(Dataset items)

____

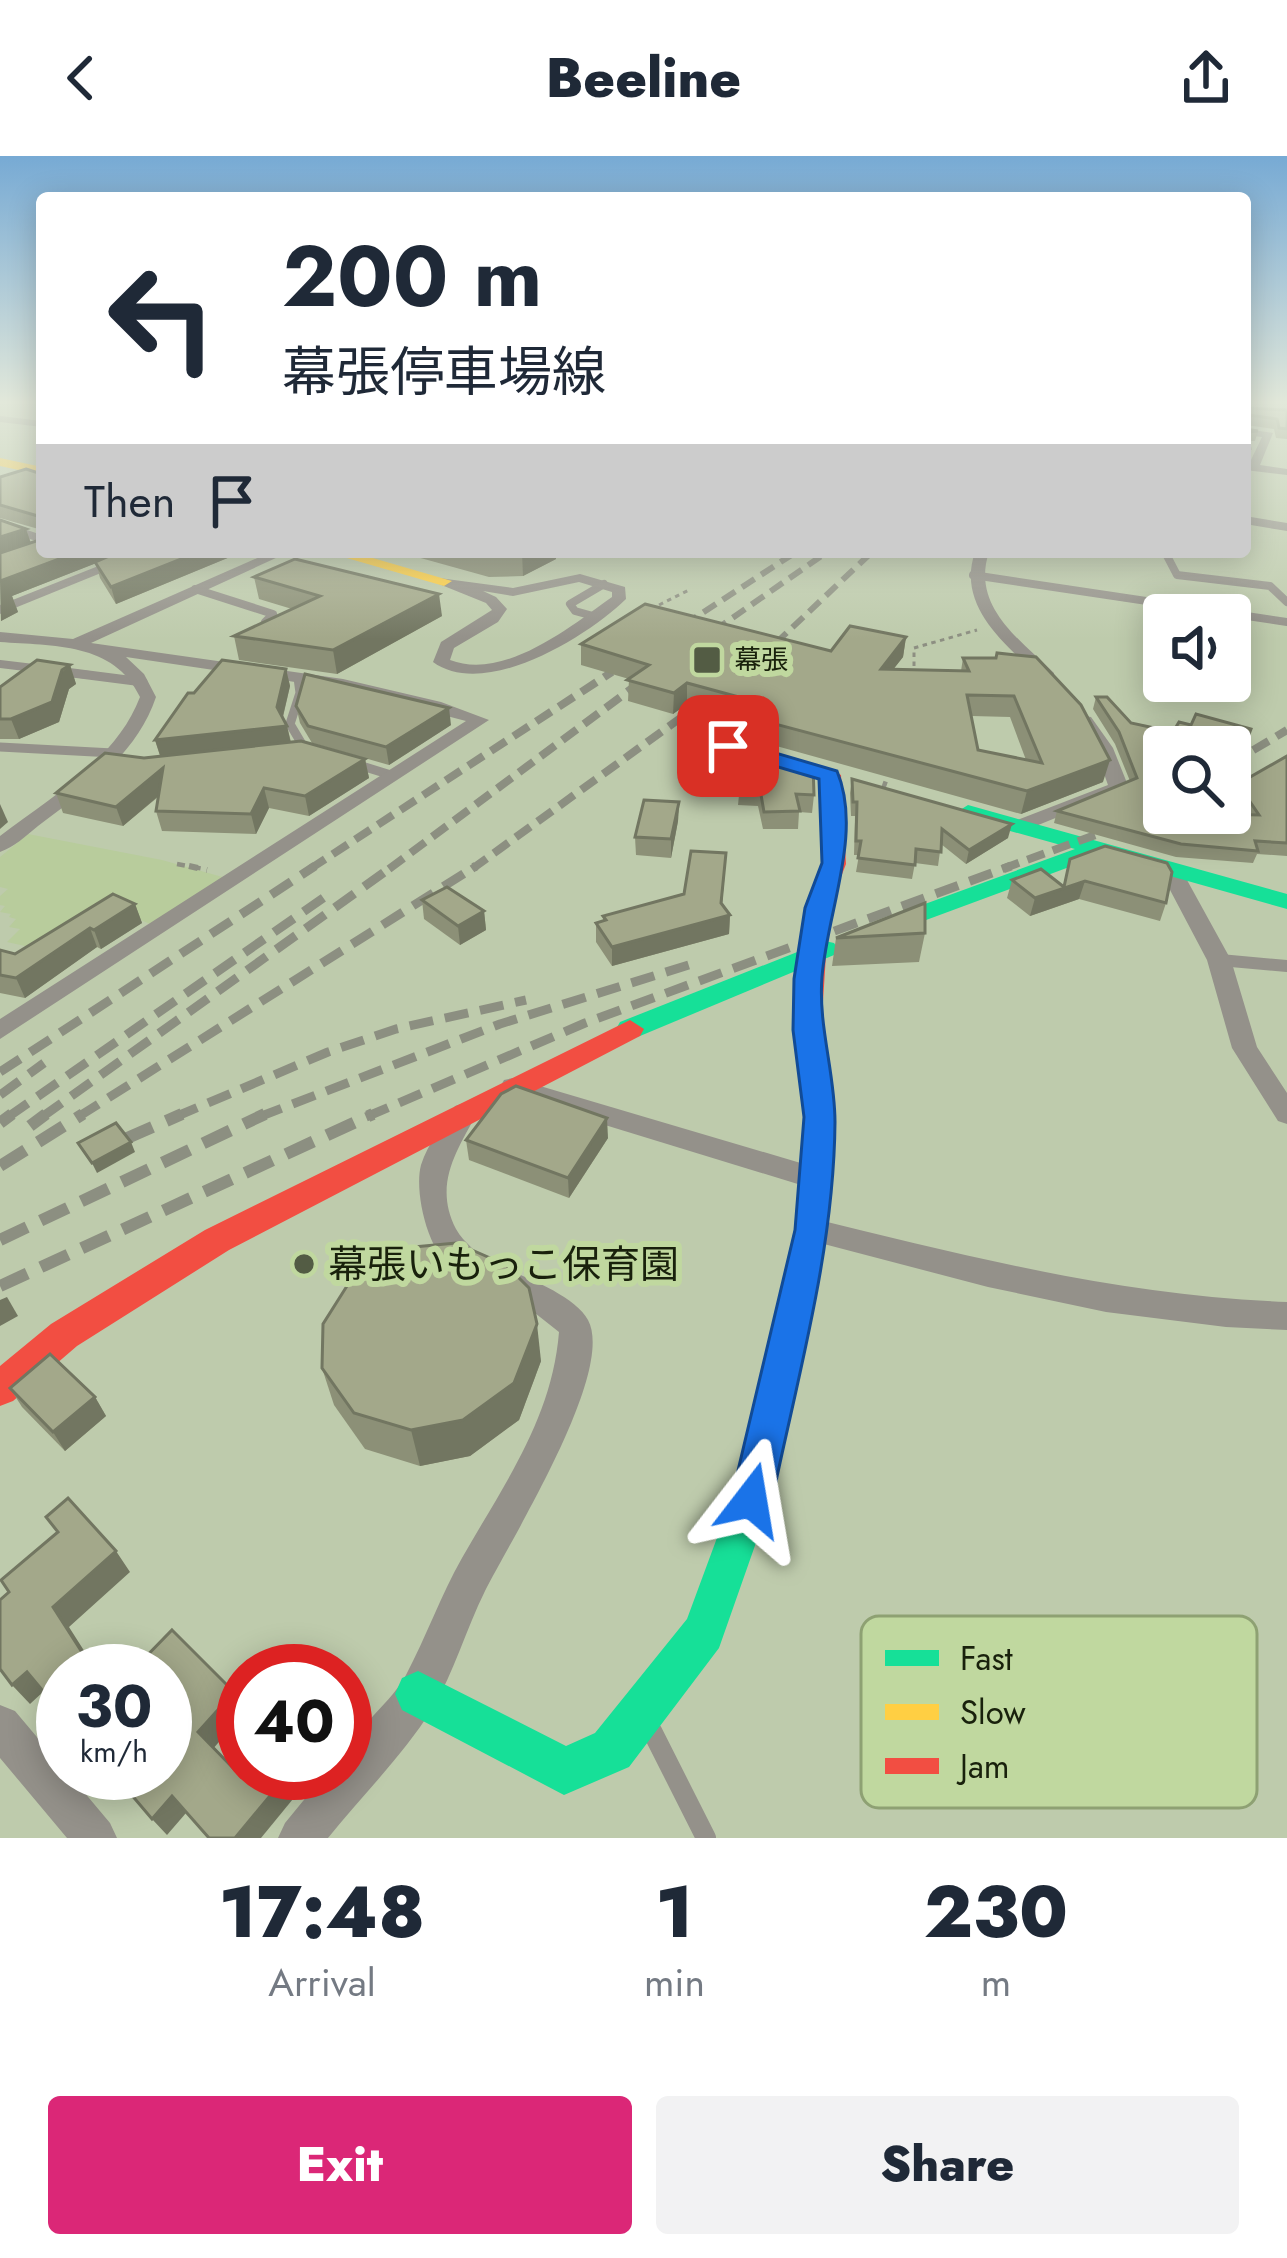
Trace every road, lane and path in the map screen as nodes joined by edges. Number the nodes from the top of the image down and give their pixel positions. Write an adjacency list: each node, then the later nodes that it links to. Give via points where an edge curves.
1 (1251, 521): 3 (street)
2 (1, 526): 4 (street)
3 (1287, 526)
4 (36, 537)
5 (36, 551): 6 (street)
6 (21, 556)
7 (107, 558): 18 (street, via 121,562)
8 (268, 558): 15 (street)
9 (357, 558): 13 (street)
10 (979, 558): 12 (street)
11 (1168, 558): 17 (lane, via 1177,575 1270,586)
12 (972, 575): 23 (lane); 24 (street)
13 (444, 581): 14 (street, via 534,597 571,578); 25 (street, via 497,604 498,613)
14 (604, 584): 21 (street, via 621,595); 21 (lane, via 570,604)
15 (194, 589): 22 (lane, via 273,614); 27 (street)
16 (691, 589): 19 (path)
17 (1287, 602)
18 (0, 610)
19 (648, 610)
20 (513, 616): 25 (street)
21 (593, 616): 25 (street, via 505,667 445,666 442,651)
22 (265, 622)
23 (1287, 622)
24 (999, 626): 31 (path, via 914,648); 33 (street)
25 (474, 629)
26 (0, 637): 27 (street)
27 (70, 646): 28 (street)
28 (100, 650): 30 (street); 32 (street)
29 (0, 664): 32 (lane)
30 (298, 678): 38 (lane, via 290,724 312,752); 41 (street, via 410,697 480,720)
31 (915, 678)
32 (144, 682): 40 (street, via 146,713)
33 (1057, 684)
34 (1078, 711): 44 (street, via 1120,788)
35 (719, 713): 36 (path, via 705,723)
36 (728, 746)
37 (0, 747): 40 (lane)
38 (284, 753)
39 (336, 758): 41 (lane)
40 (111, 760): 45 (street)
41 (391, 775): 52 (street)
42 (887, 778): 49 (street, via 820,772 834,863)
43 (951, 808): 44 (street)
44 (1018, 826): 46 (street)
45 (0, 846)
46 (1094, 850): 47 (street); 49 (street)
47 (1171, 871): 48 (street); 50 (street)
48 (1287, 902)
49 (811, 956): 53 (street, via 597,1043); 56 (street, via 807,1030 820,1117)
50 (1219, 960): 51 (lane); 55 (street, via 1245,1048)
51 (1287, 966)
52 (0, 1031)
53 (513, 1087): 54 (street); 56 (street)
54 (465, 1110): 59 (street, via 217,1240 64,1335); 60 (street, via 430,1184 441,1231 466,1264 532,1294 575,1326 572,1374 532,1475 473,1575)
55 (1287, 1114)
56 (814, 1178): 57 (street)
57 (812, 1230): 58 (street, via 1100,1301); 61 (street, via 751,1500 704,1633)
58 (1287, 1316)
59 (0, 1389)
60 (418, 1694): 61 (street, via 564,1771 612,1750); 64 (street)
61 (643, 1714): 65 (lane)
62 (0, 1726): 63 (street)
63 (85, 1835)
64 (300, 1838)
65 (706, 1838)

____

WHAT THE EXERCISE ASKS:
Take each line above that holds the string "lane" and copy it.

TASK RESPONSE:
Trace every road, lane and path in the map screen as nodes joined by edges. Number the nodes from the top of the image down and give their pixel positions. Write an adjacency list: each node, then the later nodes that it links to. Give via points where an edge curves.
11 (1168, 558): 17 (lane, via 1177,575 1270,586)
12 (972, 575): 23 (lane); 24 (street)
14 (604, 584): 21 (street, via 621,595); 21 (lane, via 570,604)
15 (194, 589): 22 (lane, via 273,614); 27 (street)
29 (0, 664): 32 (lane)
30 (298, 678): 38 (lane, via 290,724 312,752); 41 (street, via 410,697 480,720)
37 (0, 747): 40 (lane)
39 (336, 758): 41 (lane)
50 (1219, 960): 51 (lane); 55 (street, via 1245,1048)
61 (643, 1714): 65 (lane)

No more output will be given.